START DATA SHOWN

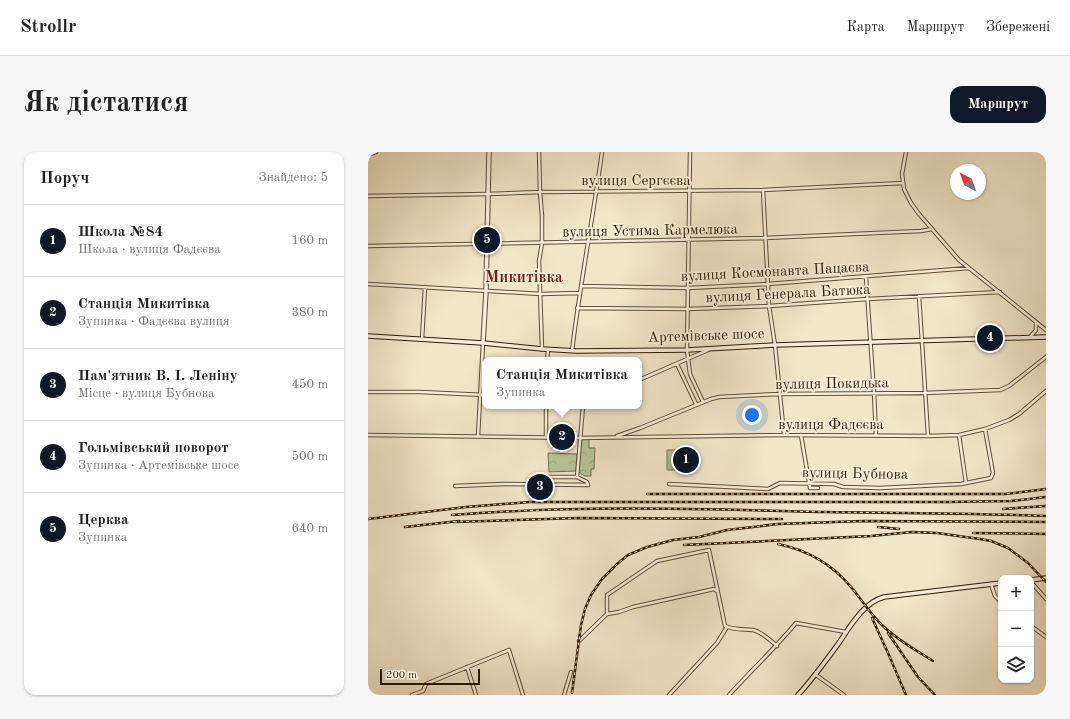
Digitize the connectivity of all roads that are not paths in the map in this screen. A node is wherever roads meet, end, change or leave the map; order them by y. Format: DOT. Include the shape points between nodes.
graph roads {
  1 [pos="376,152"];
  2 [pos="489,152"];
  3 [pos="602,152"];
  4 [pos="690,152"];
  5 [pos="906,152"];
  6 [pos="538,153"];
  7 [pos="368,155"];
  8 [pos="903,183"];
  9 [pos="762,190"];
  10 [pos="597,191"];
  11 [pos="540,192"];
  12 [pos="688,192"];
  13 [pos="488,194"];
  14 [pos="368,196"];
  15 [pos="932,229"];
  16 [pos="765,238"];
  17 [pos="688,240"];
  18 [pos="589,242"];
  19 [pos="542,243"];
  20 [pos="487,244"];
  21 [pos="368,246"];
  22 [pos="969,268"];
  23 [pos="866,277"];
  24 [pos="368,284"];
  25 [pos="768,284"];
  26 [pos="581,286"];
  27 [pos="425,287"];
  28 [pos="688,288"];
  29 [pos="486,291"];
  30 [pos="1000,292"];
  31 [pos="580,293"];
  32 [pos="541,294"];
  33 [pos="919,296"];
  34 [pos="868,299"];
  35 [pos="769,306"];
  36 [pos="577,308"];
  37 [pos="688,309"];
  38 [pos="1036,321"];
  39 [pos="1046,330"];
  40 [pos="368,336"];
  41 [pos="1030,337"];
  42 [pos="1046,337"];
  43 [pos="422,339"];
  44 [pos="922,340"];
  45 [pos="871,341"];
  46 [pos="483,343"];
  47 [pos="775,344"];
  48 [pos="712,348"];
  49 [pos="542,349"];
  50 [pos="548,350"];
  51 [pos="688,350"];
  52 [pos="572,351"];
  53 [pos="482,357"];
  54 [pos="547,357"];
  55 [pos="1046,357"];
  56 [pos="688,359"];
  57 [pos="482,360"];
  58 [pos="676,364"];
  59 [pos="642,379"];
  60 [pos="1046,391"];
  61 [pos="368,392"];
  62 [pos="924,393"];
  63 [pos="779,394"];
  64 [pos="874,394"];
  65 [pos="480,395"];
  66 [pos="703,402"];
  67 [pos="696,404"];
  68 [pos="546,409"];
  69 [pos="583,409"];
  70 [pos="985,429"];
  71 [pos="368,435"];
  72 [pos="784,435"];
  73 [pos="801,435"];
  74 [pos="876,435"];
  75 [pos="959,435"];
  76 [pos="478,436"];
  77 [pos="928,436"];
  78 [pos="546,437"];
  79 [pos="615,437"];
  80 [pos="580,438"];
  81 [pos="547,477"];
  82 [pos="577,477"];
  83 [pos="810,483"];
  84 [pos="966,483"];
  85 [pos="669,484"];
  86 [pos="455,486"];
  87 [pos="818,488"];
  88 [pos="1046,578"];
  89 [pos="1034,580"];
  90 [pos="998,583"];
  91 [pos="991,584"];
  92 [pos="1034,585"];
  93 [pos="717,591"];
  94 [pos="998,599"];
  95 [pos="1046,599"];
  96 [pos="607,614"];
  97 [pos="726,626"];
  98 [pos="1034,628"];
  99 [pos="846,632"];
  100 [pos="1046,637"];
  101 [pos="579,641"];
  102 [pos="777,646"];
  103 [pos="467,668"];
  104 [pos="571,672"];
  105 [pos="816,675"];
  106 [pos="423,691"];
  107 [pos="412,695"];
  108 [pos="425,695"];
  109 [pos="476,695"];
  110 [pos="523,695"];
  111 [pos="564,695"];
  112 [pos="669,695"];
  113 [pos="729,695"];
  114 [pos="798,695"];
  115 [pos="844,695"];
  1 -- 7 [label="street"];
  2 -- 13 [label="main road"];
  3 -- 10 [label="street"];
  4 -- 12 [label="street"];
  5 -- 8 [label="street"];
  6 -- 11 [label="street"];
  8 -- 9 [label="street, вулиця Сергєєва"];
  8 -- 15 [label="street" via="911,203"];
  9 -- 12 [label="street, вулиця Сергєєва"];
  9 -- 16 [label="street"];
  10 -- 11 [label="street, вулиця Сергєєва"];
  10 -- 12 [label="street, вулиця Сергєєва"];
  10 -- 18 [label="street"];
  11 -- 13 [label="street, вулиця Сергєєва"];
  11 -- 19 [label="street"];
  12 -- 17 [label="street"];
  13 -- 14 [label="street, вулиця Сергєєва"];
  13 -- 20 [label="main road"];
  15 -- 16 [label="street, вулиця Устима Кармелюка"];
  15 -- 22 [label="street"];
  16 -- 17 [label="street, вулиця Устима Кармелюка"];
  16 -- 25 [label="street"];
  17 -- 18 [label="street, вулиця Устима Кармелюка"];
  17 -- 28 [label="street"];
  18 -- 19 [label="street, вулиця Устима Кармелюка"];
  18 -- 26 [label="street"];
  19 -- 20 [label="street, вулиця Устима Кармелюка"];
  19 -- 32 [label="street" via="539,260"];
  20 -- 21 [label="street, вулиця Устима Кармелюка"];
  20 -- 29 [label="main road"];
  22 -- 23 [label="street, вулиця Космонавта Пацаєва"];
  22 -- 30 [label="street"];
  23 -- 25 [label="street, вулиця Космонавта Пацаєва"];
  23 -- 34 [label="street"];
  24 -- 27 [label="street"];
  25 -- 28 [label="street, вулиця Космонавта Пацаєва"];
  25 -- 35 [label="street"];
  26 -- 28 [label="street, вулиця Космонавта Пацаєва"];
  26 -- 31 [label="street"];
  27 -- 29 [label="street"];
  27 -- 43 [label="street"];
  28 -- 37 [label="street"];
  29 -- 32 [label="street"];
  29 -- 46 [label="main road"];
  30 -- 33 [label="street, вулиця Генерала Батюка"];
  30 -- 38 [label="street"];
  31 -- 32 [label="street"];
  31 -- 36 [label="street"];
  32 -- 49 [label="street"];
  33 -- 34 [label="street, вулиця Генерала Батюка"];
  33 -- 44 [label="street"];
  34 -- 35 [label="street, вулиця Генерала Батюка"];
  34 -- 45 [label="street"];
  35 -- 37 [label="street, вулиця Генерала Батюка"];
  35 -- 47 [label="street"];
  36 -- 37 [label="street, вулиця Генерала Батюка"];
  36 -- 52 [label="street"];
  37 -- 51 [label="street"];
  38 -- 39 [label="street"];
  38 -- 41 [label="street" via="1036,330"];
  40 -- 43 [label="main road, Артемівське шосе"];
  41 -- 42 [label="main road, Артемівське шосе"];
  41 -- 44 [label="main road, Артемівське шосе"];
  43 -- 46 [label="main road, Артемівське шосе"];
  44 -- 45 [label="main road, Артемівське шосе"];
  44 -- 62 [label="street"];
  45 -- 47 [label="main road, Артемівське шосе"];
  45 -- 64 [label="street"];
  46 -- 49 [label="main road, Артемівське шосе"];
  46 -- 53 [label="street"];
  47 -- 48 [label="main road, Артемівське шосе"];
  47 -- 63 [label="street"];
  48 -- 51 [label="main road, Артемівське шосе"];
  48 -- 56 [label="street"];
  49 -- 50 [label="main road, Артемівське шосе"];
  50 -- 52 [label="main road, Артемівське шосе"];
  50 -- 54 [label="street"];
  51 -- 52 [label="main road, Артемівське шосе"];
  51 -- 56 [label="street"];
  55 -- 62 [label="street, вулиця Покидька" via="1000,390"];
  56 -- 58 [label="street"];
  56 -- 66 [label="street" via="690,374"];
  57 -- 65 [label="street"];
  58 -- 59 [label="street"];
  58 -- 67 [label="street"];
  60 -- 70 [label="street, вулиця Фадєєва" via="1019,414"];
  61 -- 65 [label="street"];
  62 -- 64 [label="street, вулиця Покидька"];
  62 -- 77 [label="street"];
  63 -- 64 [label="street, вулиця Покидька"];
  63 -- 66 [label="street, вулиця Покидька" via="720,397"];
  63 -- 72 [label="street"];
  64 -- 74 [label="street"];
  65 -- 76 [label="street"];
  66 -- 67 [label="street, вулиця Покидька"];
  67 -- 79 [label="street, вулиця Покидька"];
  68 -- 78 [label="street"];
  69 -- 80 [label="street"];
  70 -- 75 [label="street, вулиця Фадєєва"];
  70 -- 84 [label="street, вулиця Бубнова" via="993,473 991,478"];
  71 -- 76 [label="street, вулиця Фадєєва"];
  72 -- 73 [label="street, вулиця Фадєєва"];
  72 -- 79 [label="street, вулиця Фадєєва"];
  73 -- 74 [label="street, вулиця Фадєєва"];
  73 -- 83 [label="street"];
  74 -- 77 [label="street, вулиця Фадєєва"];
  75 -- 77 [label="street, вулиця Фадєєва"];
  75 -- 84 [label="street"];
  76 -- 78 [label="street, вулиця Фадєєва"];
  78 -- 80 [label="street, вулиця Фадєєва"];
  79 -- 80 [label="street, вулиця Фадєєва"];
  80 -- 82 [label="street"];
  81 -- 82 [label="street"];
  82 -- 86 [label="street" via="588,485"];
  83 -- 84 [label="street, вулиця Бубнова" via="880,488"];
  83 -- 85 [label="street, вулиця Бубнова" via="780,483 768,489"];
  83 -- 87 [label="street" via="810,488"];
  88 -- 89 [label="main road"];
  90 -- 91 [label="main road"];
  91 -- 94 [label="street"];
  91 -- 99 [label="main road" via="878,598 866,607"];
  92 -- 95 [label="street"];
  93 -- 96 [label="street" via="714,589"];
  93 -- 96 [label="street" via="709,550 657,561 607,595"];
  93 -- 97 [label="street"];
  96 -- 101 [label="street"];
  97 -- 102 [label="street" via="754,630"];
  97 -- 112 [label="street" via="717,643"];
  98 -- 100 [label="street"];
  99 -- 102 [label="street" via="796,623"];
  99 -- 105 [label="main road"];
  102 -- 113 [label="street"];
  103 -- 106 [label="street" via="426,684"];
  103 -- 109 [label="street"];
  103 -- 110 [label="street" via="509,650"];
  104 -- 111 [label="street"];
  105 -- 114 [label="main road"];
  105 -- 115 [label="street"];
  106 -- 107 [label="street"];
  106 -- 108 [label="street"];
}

END DATA SHOWN

• TASK ITEM: When a line in the listing above holds the word "Кармелюка", copy it.

• ANSWER AREA:
  15 -- 16 [label="street, вулиця Устима Кармелюка"];
  16 -- 17 [label="street, вулиця Устима Кармелюка"];
  17 -- 18 [label="street, вулиця Устима Кармелюка"];
  18 -- 19 [label="street, вулиця Устима Кармелюка"];
  19 -- 20 [label="street, вулиця Устима Кармелюка"];
  20 -- 21 [label="street, вулиця Устима Кармелюка"];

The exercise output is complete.